Saved data entries:
++++
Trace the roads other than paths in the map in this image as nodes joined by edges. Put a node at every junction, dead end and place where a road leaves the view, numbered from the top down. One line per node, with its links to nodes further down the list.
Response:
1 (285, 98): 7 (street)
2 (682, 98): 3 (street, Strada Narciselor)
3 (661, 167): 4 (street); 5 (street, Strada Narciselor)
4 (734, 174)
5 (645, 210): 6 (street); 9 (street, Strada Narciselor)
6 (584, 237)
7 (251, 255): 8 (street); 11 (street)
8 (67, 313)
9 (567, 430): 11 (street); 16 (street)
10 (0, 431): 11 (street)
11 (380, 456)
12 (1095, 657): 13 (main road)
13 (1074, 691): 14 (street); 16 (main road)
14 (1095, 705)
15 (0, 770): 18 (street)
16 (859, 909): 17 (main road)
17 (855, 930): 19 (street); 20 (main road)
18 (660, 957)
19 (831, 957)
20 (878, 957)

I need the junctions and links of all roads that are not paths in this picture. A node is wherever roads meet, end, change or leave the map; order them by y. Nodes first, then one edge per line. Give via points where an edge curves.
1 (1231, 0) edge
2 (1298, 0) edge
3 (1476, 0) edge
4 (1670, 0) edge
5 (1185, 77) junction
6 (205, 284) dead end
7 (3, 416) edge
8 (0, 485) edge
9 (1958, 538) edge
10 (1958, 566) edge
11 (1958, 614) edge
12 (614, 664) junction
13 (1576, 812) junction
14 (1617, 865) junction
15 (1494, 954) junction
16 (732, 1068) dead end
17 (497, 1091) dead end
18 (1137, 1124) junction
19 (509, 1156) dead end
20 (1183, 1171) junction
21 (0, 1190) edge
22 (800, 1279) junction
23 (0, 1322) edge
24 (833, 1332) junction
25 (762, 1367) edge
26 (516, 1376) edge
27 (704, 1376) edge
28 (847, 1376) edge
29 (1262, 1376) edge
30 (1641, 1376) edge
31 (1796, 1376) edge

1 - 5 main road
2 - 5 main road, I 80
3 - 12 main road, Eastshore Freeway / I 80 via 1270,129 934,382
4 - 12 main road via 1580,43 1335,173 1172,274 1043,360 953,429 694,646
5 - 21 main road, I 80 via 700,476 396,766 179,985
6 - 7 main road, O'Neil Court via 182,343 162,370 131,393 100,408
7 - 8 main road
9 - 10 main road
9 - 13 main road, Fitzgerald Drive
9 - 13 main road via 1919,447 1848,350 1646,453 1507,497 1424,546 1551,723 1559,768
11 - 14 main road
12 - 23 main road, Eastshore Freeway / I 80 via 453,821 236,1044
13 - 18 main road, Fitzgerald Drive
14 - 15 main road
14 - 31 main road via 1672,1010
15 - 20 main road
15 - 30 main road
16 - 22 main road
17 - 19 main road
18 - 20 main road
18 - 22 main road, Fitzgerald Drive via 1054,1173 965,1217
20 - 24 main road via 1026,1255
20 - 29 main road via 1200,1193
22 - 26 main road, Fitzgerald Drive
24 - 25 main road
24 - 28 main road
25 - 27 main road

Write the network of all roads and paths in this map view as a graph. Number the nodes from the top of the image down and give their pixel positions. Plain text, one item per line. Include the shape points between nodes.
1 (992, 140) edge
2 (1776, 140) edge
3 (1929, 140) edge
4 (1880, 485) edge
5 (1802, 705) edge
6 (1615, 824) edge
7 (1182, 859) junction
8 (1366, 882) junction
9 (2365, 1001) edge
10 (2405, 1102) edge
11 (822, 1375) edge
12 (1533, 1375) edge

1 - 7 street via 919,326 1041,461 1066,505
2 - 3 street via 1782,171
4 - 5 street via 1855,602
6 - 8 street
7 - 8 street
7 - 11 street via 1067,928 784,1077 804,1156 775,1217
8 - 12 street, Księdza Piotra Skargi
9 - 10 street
++++
• What is being asked:
Every entry is to be restated word for word.

• Response:
Trace the roads other than paths in the map in this image as nodes joined by edges. Put a node at every junction, dead end and place where a road leaves the view, numbered from the top down. One line per node, with its links to nodes further down the list.
Response:
1 (285, 98): 7 (street)
2 (682, 98): 3 (street, Strada Narciselor)
3 (661, 167): 4 (street); 5 (street, Strada Narciselor)
4 (734, 174)
5 (645, 210): 6 (street); 9 (street, Strada Narciselor)
6 (584, 237)
7 (251, 255): 8 (street); 11 (street)
8 (67, 313)
9 (567, 430): 11 (street); 16 (street)
10 (0, 431): 11 (street)
11 (380, 456)
12 (1095, 657): 13 (main road)
13 (1074, 691): 14 (street); 16 (main road)
14 (1095, 705)
15 (0, 770): 18 (street)
16 (859, 909): 17 (main road)
17 (855, 930): 19 (street); 20 (main road)
18 (660, 957)
19 (831, 957)
20 (878, 957)

I need the junctions and links of all roads that are not paths in this picture. A node is wherever roads meet, end, change or leave the map; order them by y. Nodes first, then one edge per line. Give via points where an edge curves.
1 (1231, 0) edge
2 (1298, 0) edge
3 (1476, 0) edge
4 (1670, 0) edge
5 (1185, 77) junction
6 (205, 284) dead end
7 (3, 416) edge
8 (0, 485) edge
9 (1958, 538) edge
10 (1958, 566) edge
11 (1958, 614) edge
12 (614, 664) junction
13 (1576, 812) junction
14 (1617, 865) junction
15 (1494, 954) junction
16 (732, 1068) dead end
17 (497, 1091) dead end
18 (1137, 1124) junction
19 (509, 1156) dead end
20 (1183, 1171) junction
21 (0, 1190) edge
22 (800, 1279) junction
23 (0, 1322) edge
24 (833, 1332) junction
25 (762, 1367) edge
26 (516, 1376) edge
27 (704, 1376) edge
28 (847, 1376) edge
29 (1262, 1376) edge
30 (1641, 1376) edge
31 (1796, 1376) edge

1 - 5 main road
2 - 5 main road, I 80
3 - 12 main road, Eastshore Freeway / I 80 via 1270,129 934,382
4 - 12 main road via 1580,43 1335,173 1172,274 1043,360 953,429 694,646
5 - 21 main road, I 80 via 700,476 396,766 179,985
6 - 7 main road, O'Neil Court via 182,343 162,370 131,393 100,408
7 - 8 main road
9 - 10 main road
9 - 13 main road, Fitzgerald Drive
9 - 13 main road via 1919,447 1848,350 1646,453 1507,497 1424,546 1551,723 1559,768
11 - 14 main road
12 - 23 main road, Eastshore Freeway / I 80 via 453,821 236,1044
13 - 18 main road, Fitzgerald Drive
14 - 15 main road
14 - 31 main road via 1672,1010
15 - 20 main road
15 - 30 main road
16 - 22 main road
17 - 19 main road
18 - 20 main road
18 - 22 main road, Fitzgerald Drive via 1054,1173 965,1217
20 - 24 main road via 1026,1255
20 - 29 main road via 1200,1193
22 - 26 main road, Fitzgerald Drive
24 - 25 main road
24 - 28 main road
25 - 27 main road

Write the network of all roads and paths in this map view as a graph. Number the nodes from the top of the image down and give their pixel positions. Plain text, one item per line. Include the shape points between nodes.
1 (992, 140) edge
2 (1776, 140) edge
3 (1929, 140) edge
4 (1880, 485) edge
5 (1802, 705) edge
6 (1615, 824) edge
7 (1182, 859) junction
8 (1366, 882) junction
9 (2365, 1001) edge
10 (2405, 1102) edge
11 (822, 1375) edge
12 (1533, 1375) edge

1 - 7 street via 919,326 1041,461 1066,505
2 - 3 street via 1782,171
4 - 5 street via 1855,602
6 - 8 street
7 - 8 street
7 - 11 street via 1067,928 784,1077 804,1156 775,1217
8 - 12 street, Księdza Piotra Skargi
9 - 10 street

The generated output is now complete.